Task instructions:
Read the records below and report each line in which "highway" occurs.

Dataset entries
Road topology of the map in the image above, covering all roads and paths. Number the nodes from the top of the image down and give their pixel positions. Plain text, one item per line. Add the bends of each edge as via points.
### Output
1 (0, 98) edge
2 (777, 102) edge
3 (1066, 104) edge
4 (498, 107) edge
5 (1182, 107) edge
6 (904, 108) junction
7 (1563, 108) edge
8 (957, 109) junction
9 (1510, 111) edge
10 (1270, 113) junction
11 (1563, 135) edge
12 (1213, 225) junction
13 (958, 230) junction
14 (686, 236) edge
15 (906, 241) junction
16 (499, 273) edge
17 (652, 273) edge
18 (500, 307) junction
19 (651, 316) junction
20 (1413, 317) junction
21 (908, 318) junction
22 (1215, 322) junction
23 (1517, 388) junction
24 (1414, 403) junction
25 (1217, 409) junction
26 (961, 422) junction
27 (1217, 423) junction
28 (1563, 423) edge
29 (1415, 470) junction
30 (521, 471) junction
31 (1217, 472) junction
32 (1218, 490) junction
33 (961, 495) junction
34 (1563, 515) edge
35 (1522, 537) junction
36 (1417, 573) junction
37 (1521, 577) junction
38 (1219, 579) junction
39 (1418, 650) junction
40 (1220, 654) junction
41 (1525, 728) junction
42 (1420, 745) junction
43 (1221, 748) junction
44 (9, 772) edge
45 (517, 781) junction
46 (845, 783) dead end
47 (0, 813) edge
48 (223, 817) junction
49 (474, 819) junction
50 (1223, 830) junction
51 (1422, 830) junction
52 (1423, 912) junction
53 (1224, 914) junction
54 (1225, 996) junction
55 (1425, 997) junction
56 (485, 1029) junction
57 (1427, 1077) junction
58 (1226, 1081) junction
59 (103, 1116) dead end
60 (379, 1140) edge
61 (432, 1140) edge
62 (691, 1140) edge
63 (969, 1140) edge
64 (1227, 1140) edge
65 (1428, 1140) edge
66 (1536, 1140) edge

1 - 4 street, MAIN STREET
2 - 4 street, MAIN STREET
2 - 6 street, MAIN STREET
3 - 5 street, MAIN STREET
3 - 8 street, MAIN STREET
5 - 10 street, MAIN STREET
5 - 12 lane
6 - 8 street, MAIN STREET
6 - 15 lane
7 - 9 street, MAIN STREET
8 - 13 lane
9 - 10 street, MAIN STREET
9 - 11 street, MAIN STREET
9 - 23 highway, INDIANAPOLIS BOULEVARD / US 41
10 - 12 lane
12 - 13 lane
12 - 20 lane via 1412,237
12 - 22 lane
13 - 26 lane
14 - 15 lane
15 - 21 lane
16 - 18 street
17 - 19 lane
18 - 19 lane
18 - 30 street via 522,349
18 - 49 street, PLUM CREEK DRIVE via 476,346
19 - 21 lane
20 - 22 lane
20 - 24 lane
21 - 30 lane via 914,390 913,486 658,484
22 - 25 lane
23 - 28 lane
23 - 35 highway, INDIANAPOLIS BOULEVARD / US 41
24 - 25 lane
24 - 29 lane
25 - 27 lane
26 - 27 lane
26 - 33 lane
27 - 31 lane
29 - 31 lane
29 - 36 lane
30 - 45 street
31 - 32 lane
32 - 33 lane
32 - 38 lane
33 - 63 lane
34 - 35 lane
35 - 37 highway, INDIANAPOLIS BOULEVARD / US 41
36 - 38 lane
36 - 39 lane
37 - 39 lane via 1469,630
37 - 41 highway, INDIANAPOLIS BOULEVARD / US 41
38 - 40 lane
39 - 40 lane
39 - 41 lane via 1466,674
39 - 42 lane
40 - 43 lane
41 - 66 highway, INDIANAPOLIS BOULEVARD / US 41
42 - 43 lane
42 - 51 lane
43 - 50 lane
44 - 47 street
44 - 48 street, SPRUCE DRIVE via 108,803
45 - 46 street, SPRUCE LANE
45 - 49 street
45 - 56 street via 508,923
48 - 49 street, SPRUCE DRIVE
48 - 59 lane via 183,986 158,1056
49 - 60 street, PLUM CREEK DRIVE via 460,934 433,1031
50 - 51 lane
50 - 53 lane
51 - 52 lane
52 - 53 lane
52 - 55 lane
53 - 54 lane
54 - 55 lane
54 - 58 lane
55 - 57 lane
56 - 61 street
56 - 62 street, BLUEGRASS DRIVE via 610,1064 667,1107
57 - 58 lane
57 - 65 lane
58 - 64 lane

Exercise response:
9 - 23 highway, INDIANAPOLIS BOULEVARD / US 41
23 - 35 highway, INDIANAPOLIS BOULEVARD / US 41
35 - 37 highway, INDIANAPOLIS BOULEVARD / US 41
37 - 41 highway, INDIANAPOLIS BOULEVARD / US 41
41 - 66 highway, INDIANAPOLIS BOULEVARD / US 41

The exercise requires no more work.